Home>Highlight>University of California Retreats from Unlawful Diversity Statement Mandates 

View of the campus of the University of California, Berkeley. (Photo: EQRoy, Shutterstock)

University of California Retreats from Unlawful Diversity Statement Mandates 

Diversity statements have also become ideological purity tests that mandate ideological conformity

By Daniel Ortner, June 23, 2022 2:14 pm

In 2015 the University of California enacted a seemingly innocuous policy which said, “faculty achievement that promote equal opportunity and diversity should be given due recognition in the academic personnel process.” But this modest mandate for recognizing contributions to diversity has grown into a leviathan that imposes a loyalty oath to diversity dogmas oath, devours academic freedom, and justifies racial discrimination.  

As UC schools have become increasingly obsessed with diversity, equity, and inclusion (DEI), they have used diversity statement requirements in increasingly invasive ways. Diversity statements at some UC schools are the first thing a search committee reviews. These diversity statements must be evaluated by top-down rigid rubrics. And if a candidate does not achieve a sufficiently high score, then that candidate is automatically eliminated from consideration. Diversity statements for many applicants are not just an additional factor — they are the only factor. At UC Berkeley, for instance, 76 percent of applicants were eliminated without considering the rest of their application. 

Diversity statements have also become ideological purity tests with one-size-fits-all rubrics that mandate ideological conformity. For instance, any candidate at UC Berkeley or UC Santa Cruz who believes “that it’s better not to have outreach or affinity groups aimed at underrepresented individuals because it keeps them separate from everyone else or will make them feel less valued” would get a low score on their awareness of DEI issues and would likely not be hired to teach. Anyone who embraced the constitutional ideal of equality under the law is persona non grata.  
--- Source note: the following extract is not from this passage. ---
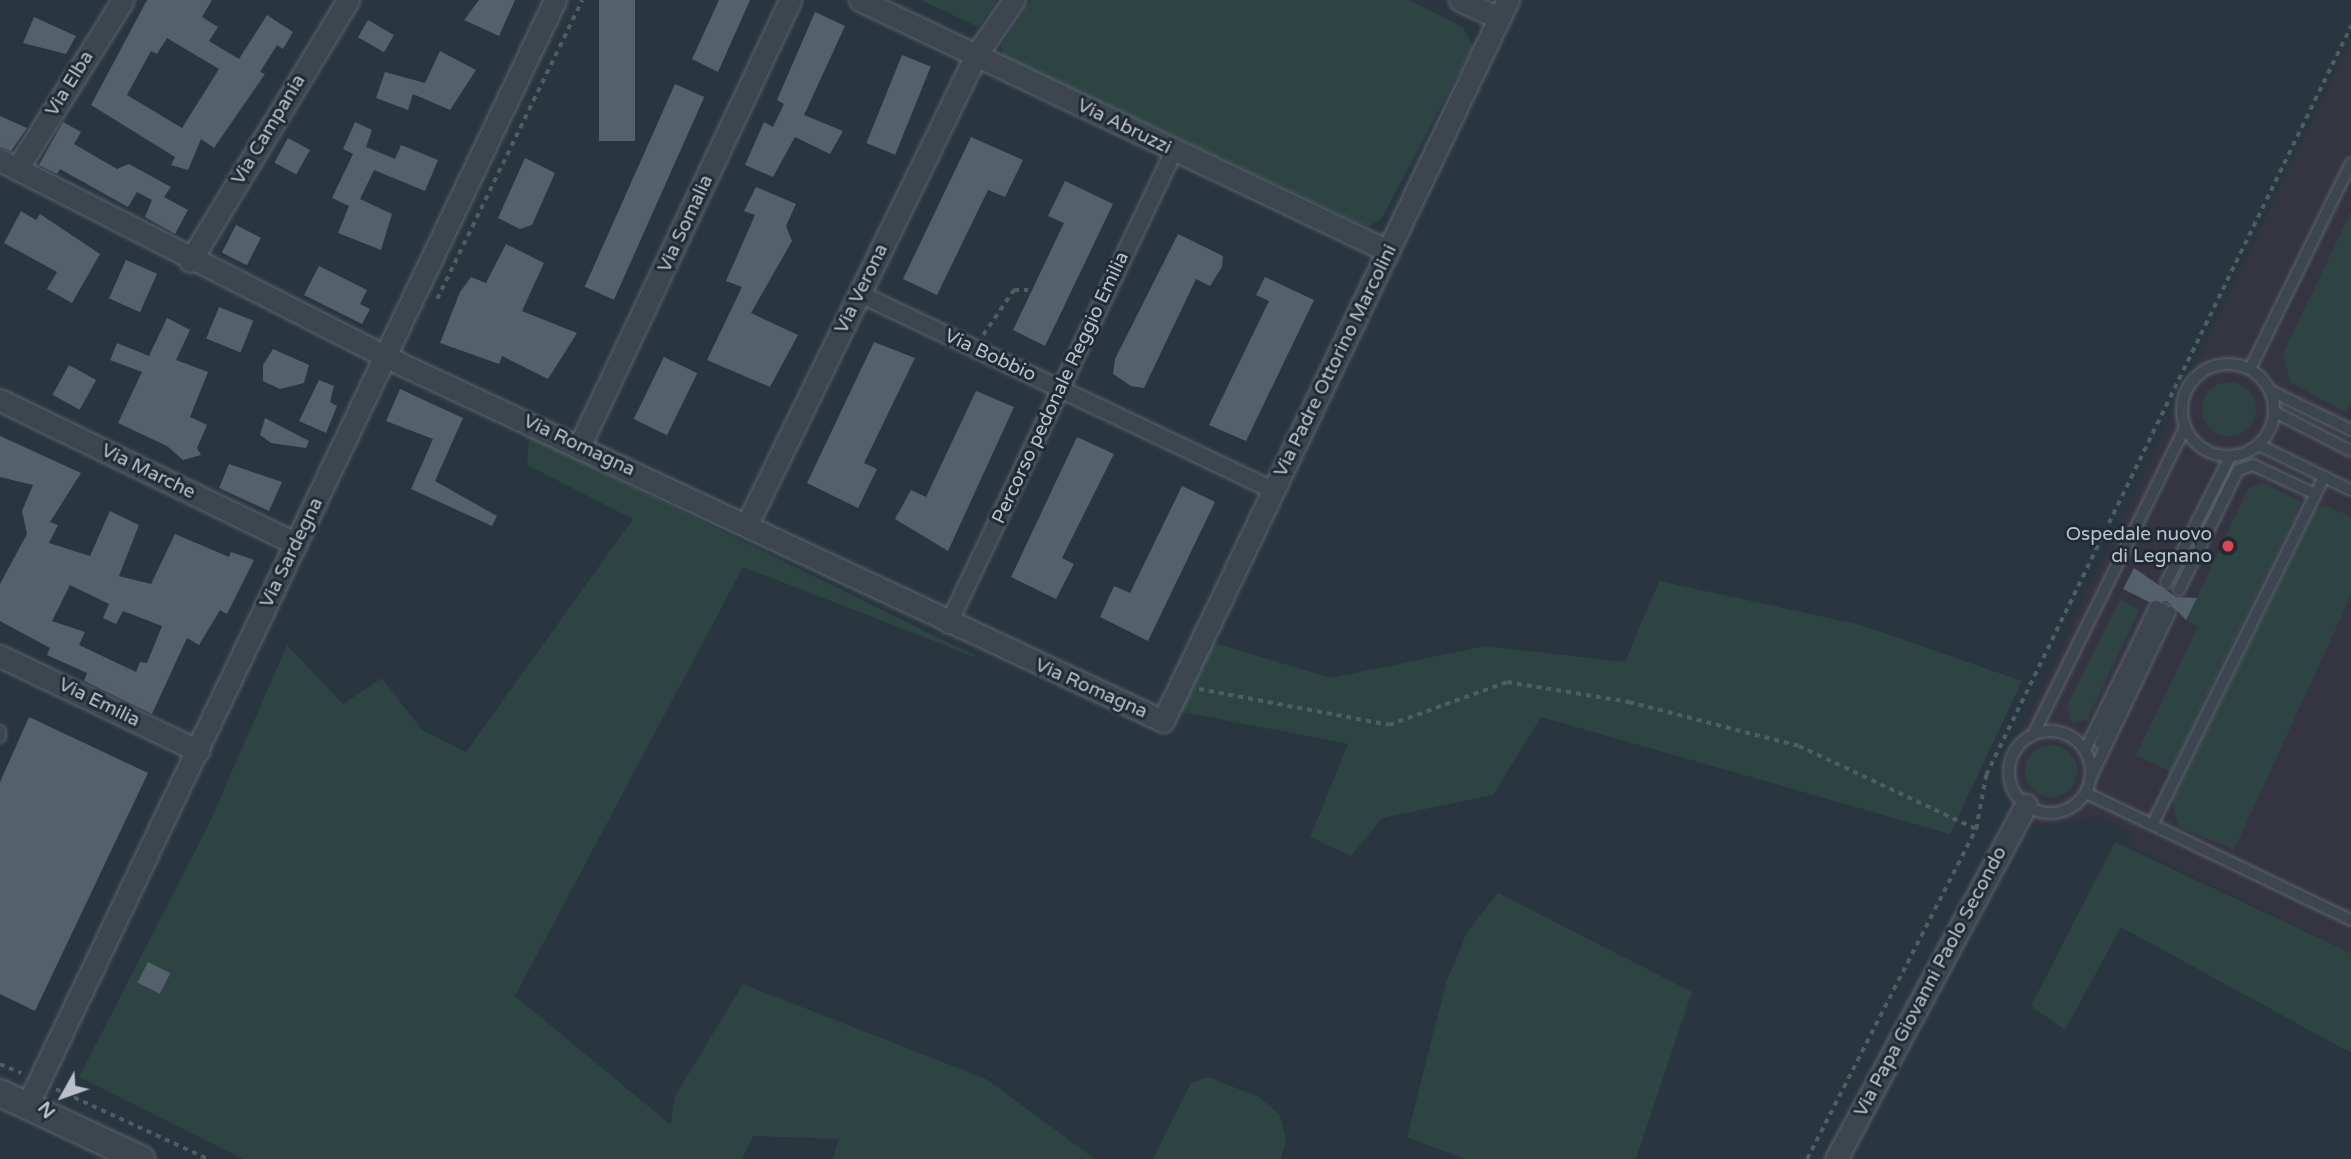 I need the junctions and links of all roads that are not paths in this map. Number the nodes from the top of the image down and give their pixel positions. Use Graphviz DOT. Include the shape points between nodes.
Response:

Diversity statements have also reintroduced race discrimination into the hiring process, contrary to California’s Proposition 209, which California voters reaffirmed in 2020. DEI statements are enforced with the express goal of hiring underrepresented faculty members. And applicants can score points for discussing their awareness of and experience with diversity. The DEI requirement, therefore, allows hiring committees to impose racial preferences. And faculty members are strongly incentivized to do so as searches may be canceled or postponed if diversity bureaucrats do not like the racial composition of the finalists. 

Many members of the UC faculty have courageously spoken out against these diversity mandates, such as Abigail Thompson at UC Davis. She bravely used her platform with the American Mathematical Society to lambast UC’s new loyalty oaths. Based on extensive conversations with these faculty members willing to speak out, I published a law review article pointing out how the use of diversity statements could violate the Constitution. 

It seems that someone at UC was listening. A few weeks ago, UC’s Academic Senate voted on new recommendations on using DEI statements that signal a retreat from some of the most egregious abuses of DEI statements. These recommendations clarify that those evaluating DEI statements “should not assume that there is a correct point of view.” Further, the evaluation of these statements is primarily done by faculty; administrators are discouraged from employing fixed DEI rubrics.    

Unfortunately, the new announcement also expands the use of DEI statements in significant and troubling ways. For instance, a written assessment of a prospective hire’s contributions to diversity will become a requirement. And within the next two years, these statements will be required not just of future hires but of all current faculty when they are evaluated for potential promotion, tenure, or pay increase. The new guidelines also emphasize that “[l]ife experiences may be an important aspect of candidate statements,” which continues to leave the door open for racial discrimination. So while the new policy may fix some blatantly unlawful practices, it leaves others in place and expands them.  

Regrettably, the University of California continues to seek new and innovative ways to impose ideological conformity and engage in racial balancing. In doing so, it moves further and further away from protecting freedom of thought and intellectual diversity.